Given information:
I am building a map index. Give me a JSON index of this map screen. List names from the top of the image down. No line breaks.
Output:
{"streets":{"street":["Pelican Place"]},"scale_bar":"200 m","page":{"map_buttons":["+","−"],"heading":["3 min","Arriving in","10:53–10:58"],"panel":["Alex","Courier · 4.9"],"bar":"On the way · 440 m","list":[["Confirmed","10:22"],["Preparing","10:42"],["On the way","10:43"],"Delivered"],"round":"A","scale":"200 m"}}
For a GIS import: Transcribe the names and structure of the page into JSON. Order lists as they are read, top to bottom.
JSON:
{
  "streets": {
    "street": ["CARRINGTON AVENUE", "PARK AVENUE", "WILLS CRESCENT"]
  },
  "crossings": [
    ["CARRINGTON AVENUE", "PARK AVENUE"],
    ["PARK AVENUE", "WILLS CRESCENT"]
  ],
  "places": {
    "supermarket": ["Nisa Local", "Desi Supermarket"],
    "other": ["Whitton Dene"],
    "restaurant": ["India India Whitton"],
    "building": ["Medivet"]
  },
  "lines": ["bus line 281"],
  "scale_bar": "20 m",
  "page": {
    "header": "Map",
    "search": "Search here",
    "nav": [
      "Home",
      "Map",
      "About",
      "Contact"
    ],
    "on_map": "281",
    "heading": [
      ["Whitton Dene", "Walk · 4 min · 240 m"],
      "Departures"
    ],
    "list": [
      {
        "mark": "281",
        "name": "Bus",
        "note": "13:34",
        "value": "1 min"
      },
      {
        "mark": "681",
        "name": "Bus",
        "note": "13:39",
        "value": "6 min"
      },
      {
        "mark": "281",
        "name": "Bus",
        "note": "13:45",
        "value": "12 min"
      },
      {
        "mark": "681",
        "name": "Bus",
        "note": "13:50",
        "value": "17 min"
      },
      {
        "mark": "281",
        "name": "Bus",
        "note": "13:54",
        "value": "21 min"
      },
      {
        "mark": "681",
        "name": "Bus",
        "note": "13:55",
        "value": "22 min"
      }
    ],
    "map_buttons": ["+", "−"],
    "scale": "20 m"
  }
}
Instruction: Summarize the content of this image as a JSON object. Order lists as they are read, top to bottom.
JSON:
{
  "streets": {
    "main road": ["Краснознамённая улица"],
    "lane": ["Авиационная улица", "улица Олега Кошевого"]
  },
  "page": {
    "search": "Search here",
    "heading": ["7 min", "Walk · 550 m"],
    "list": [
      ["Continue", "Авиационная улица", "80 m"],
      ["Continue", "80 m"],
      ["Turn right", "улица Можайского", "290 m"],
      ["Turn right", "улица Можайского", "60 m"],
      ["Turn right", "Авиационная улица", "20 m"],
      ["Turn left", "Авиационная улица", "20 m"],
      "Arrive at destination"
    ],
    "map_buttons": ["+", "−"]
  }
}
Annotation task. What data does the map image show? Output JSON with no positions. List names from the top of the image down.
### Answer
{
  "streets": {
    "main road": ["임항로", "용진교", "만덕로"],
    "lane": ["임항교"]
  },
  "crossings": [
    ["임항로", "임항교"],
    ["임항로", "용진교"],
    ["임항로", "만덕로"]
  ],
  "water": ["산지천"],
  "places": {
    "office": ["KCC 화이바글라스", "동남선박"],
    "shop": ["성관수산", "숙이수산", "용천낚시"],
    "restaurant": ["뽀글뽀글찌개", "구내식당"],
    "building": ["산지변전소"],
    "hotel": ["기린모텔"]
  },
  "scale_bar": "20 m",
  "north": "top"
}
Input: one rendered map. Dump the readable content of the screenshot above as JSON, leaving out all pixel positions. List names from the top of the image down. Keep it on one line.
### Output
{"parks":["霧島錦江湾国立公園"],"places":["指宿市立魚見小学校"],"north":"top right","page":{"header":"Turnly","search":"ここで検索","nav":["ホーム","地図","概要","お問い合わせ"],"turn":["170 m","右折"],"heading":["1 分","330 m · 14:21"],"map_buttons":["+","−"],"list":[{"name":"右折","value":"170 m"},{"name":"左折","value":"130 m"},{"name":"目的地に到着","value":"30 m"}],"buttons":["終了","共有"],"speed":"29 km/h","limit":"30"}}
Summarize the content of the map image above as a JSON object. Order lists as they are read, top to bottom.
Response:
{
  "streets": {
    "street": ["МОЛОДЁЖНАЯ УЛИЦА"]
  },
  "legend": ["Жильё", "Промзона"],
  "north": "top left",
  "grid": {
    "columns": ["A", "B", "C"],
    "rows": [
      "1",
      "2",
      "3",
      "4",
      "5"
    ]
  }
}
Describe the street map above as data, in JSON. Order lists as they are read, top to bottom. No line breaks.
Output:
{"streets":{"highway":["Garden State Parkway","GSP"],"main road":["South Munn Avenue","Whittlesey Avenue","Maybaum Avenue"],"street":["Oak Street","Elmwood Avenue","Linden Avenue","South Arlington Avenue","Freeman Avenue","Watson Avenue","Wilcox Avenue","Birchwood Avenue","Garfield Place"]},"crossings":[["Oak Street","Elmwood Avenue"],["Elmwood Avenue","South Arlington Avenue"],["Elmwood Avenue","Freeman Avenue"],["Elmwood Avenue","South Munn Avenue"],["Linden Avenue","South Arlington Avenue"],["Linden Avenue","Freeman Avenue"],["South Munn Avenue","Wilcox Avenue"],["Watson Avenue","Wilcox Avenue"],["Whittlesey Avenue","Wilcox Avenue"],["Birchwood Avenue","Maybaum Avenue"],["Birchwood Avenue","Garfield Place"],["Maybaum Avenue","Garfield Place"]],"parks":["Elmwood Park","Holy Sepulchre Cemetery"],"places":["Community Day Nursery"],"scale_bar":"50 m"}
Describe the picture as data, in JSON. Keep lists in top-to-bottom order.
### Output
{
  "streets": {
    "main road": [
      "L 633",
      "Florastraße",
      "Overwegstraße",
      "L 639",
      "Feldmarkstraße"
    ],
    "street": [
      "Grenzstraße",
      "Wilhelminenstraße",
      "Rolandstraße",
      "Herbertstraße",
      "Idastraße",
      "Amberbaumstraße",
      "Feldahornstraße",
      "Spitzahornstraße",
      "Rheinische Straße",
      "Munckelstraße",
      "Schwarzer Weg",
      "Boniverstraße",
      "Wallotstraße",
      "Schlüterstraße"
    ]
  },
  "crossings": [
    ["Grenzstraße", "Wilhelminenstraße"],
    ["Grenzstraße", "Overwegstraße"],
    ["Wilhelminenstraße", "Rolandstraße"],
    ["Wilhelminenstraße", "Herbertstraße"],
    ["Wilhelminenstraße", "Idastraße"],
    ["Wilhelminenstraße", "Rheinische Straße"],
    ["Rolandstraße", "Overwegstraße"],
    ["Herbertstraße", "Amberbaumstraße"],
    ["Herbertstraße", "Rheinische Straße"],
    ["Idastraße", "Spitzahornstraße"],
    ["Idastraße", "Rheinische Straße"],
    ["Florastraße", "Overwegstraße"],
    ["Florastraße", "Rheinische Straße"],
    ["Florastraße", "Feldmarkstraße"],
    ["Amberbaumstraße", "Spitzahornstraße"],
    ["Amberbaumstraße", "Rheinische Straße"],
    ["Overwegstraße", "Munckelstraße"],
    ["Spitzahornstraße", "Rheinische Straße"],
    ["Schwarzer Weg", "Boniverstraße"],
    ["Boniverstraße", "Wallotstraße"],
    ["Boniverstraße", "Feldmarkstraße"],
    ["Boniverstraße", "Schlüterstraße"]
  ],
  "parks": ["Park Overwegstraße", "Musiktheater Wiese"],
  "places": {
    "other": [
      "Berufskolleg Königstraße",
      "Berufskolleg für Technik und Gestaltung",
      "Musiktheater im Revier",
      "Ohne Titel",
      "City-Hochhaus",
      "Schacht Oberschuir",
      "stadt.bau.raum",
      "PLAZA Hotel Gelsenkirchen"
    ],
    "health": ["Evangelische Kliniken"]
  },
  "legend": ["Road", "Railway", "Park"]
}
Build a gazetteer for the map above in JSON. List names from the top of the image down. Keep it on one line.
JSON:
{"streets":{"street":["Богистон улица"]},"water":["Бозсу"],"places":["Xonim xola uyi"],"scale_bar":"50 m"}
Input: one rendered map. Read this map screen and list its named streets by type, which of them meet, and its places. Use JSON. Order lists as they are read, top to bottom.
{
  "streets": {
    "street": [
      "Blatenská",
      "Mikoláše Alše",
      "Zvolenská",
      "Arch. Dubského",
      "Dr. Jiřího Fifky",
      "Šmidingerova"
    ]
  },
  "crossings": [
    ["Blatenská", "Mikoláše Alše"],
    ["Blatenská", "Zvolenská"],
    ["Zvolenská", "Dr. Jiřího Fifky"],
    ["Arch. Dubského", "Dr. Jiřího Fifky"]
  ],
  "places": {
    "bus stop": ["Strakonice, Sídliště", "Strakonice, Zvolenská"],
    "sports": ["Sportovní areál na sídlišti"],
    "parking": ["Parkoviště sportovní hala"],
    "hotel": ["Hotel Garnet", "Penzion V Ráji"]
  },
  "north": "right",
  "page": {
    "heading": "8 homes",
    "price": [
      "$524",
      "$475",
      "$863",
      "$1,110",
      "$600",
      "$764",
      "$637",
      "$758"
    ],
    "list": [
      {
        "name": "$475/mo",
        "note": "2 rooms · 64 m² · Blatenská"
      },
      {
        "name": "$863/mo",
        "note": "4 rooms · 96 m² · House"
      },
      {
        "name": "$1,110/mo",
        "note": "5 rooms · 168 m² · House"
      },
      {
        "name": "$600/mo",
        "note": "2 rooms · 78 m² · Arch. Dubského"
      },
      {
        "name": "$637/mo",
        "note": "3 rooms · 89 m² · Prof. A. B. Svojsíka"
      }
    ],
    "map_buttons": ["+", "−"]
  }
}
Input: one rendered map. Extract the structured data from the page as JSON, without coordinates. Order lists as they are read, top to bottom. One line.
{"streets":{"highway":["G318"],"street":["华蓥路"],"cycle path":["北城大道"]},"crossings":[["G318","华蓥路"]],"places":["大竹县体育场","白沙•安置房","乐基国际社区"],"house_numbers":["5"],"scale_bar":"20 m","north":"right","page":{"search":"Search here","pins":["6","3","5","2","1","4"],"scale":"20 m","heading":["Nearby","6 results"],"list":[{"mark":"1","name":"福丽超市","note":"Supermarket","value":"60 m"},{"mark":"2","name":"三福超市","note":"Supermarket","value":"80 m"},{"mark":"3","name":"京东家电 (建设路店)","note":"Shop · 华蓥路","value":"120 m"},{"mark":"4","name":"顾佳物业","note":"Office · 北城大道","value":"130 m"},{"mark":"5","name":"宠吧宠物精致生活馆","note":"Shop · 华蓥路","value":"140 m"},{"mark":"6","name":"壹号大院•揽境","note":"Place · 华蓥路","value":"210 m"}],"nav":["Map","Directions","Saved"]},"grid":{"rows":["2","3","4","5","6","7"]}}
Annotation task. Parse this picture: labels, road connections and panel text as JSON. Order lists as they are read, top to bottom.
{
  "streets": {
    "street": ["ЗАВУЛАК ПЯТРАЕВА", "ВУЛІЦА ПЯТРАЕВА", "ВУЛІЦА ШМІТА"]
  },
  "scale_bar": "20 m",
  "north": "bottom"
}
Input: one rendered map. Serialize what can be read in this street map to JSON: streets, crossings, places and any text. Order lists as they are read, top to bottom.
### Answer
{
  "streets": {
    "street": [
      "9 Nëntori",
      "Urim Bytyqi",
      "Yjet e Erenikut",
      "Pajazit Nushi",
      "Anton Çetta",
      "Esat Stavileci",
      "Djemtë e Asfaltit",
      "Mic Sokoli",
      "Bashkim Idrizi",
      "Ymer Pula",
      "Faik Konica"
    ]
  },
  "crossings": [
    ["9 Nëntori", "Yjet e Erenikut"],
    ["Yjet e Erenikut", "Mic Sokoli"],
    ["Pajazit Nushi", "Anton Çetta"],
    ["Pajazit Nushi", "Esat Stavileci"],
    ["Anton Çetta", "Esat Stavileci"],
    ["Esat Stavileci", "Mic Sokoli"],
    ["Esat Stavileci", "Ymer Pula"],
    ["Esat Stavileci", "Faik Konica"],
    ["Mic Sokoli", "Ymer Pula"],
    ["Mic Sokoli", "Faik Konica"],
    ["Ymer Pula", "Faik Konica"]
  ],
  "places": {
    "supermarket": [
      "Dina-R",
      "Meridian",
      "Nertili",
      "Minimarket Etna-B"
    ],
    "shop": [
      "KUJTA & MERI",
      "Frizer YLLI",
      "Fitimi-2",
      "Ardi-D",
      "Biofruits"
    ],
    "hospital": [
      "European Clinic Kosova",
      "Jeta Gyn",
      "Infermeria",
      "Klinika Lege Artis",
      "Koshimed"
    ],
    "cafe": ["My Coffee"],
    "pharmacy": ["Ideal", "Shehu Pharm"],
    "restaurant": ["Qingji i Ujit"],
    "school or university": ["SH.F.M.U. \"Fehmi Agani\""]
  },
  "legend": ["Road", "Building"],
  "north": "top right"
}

Task prompt: If a line in the entries holds the string "Keep", count it, then state the total and nothing more.

Written response: 3